(Saved entries)
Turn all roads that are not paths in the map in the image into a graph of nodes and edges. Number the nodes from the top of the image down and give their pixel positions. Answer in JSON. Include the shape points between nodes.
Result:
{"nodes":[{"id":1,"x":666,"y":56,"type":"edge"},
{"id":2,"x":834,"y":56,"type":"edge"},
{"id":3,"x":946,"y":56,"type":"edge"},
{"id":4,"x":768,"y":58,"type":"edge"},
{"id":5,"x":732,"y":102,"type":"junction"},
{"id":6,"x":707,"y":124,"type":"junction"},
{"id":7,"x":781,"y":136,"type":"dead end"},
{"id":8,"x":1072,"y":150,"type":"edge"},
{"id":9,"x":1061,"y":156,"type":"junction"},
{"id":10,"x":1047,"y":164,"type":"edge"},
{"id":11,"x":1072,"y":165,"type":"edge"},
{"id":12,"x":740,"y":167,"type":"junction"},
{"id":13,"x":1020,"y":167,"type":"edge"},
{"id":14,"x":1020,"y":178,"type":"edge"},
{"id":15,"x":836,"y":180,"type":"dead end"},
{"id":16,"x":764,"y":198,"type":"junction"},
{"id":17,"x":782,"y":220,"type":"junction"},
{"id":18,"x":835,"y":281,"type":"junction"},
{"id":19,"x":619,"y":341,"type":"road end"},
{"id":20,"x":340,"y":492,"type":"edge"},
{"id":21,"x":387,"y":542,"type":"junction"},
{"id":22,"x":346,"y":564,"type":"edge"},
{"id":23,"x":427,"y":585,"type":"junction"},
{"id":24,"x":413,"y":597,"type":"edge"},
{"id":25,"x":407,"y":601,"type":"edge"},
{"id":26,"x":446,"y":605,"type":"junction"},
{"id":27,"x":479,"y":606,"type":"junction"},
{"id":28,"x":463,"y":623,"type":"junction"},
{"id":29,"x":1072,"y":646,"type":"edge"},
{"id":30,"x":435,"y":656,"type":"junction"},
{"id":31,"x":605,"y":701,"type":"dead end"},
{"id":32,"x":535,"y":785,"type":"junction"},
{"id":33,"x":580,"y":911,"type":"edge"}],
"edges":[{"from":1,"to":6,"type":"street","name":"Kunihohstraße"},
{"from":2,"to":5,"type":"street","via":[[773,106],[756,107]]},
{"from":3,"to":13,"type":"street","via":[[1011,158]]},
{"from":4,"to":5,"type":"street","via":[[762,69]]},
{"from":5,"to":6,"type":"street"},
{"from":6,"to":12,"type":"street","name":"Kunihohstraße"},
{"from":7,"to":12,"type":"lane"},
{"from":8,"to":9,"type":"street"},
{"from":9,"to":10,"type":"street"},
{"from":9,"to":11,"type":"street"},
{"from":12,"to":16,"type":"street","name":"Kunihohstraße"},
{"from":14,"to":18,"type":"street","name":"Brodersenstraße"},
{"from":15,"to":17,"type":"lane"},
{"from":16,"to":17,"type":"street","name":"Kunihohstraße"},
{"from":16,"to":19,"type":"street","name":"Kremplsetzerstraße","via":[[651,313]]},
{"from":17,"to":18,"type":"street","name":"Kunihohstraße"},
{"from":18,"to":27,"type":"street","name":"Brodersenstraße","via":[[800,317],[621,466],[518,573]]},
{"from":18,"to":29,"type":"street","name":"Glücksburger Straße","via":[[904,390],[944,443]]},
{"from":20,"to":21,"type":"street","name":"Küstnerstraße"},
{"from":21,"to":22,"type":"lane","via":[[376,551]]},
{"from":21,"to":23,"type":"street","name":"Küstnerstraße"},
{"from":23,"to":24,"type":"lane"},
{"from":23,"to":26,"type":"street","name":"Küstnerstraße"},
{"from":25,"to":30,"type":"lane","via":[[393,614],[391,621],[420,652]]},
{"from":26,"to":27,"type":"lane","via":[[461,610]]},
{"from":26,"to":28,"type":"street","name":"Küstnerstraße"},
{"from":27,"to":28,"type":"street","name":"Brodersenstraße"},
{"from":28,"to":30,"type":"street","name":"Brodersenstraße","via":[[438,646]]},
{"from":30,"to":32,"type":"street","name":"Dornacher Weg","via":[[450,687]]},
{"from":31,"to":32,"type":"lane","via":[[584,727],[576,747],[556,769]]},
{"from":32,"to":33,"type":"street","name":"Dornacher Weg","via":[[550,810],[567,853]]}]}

__Task prompt__
What you should do is return the records above exactly, leaving nothing out.

__Answer space__
Turn all roads that are not paths in the map in the image into a graph of nodes and edges. Number the nodes from the top of the image down and give their pixel positions. Answer in JSON. Include the shape points between nodes.
Result:
{"nodes":[{"id":1,"x":666,"y":56,"type":"edge"},
{"id":2,"x":834,"y":56,"type":"edge"},
{"id":3,"x":946,"y":56,"type":"edge"},
{"id":4,"x":768,"y":58,"type":"edge"},
{"id":5,"x":732,"y":102,"type":"junction"},
{"id":6,"x":707,"y":124,"type":"junction"},
{"id":7,"x":781,"y":136,"type":"dead end"},
{"id":8,"x":1072,"y":150,"type":"edge"},
{"id":9,"x":1061,"y":156,"type":"junction"},
{"id":10,"x":1047,"y":164,"type":"edge"},
{"id":11,"x":1072,"y":165,"type":"edge"},
{"id":12,"x":740,"y":167,"type":"junction"},
{"id":13,"x":1020,"y":167,"type":"edge"},
{"id":14,"x":1020,"y":178,"type":"edge"},
{"id":15,"x":836,"y":180,"type":"dead end"},
{"id":16,"x":764,"y":198,"type":"junction"},
{"id":17,"x":782,"y":220,"type":"junction"},
{"id":18,"x":835,"y":281,"type":"junction"},
{"id":19,"x":619,"y":341,"type":"road end"},
{"id":20,"x":340,"y":492,"type":"edge"},
{"id":21,"x":387,"y":542,"type":"junction"},
{"id":22,"x":346,"y":564,"type":"edge"},
{"id":23,"x":427,"y":585,"type":"junction"},
{"id":24,"x":413,"y":597,"type":"edge"},
{"id":25,"x":407,"y":601,"type":"edge"},
{"id":26,"x":446,"y":605,"type":"junction"},
{"id":27,"x":479,"y":606,"type":"junction"},
{"id":28,"x":463,"y":623,"type":"junction"},
{"id":29,"x":1072,"y":646,"type":"edge"},
{"id":30,"x":435,"y":656,"type":"junction"},
{"id":31,"x":605,"y":701,"type":"dead end"},
{"id":32,"x":535,"y":785,"type":"junction"},
{"id":33,"x":580,"y":911,"type":"edge"}],
"edges":[{"from":1,"to":6,"type":"street","name":"Kunihohstraße"},
{"from":2,"to":5,"type":"street","via":[[773,106],[756,107]]},
{"from":3,"to":13,"type":"street","via":[[1011,158]]},
{"from":4,"to":5,"type":"street","via":[[762,69]]},
{"from":5,"to":6,"type":"street"},
{"from":6,"to":12,"type":"street","name":"Kunihohstraße"},
{"from":7,"to":12,"type":"lane"},
{"from":8,"to":9,"type":"street"},
{"from":9,"to":10,"type":"street"},
{"from":9,"to":11,"type":"street"},
{"from":12,"to":16,"type":"street","name":"Kunihohstraße"},
{"from":14,"to":18,"type":"street","name":"Brodersenstraße"},
{"from":15,"to":17,"type":"lane"},
{"from":16,"to":17,"type":"street","name":"Kunihohstraße"},
{"from":16,"to":19,"type":"street","name":"Kremplsetzerstraße","via":[[651,313]]},
{"from":17,"to":18,"type":"street","name":"Kunihohstraße"},
{"from":18,"to":27,"type":"street","name":"Brodersenstraße","via":[[800,317],[621,466],[518,573]]},
{"from":18,"to":29,"type":"street","name":"Glücksburger Straße","via":[[904,390],[944,443]]},
{"from":20,"to":21,"type":"street","name":"Küstnerstraße"},
{"from":21,"to":22,"type":"lane","via":[[376,551]]},
{"from":21,"to":23,"type":"street","name":"Küstnerstraße"},
{"from":23,"to":24,"type":"lane"},
{"from":23,"to":26,"type":"street","name":"Küstnerstraße"},
{"from":25,"to":30,"type":"lane","via":[[393,614],[391,621],[420,652]]},
{"from":26,"to":27,"type":"lane","via":[[461,610]]},
{"from":26,"to":28,"type":"street","name":"Küstnerstraße"},
{"from":27,"to":28,"type":"street","name":"Brodersenstraße"},
{"from":28,"to":30,"type":"street","name":"Brodersenstraße","via":[[438,646]]},
{"from":30,"to":32,"type":"street","name":"Dornacher Weg","via":[[450,687]]},
{"from":31,"to":32,"type":"lane","via":[[584,727],[576,747],[556,769]]},
{"from":32,"to":33,"type":"street","name":"Dornacher Weg","via":[[550,810],[567,853]]}]}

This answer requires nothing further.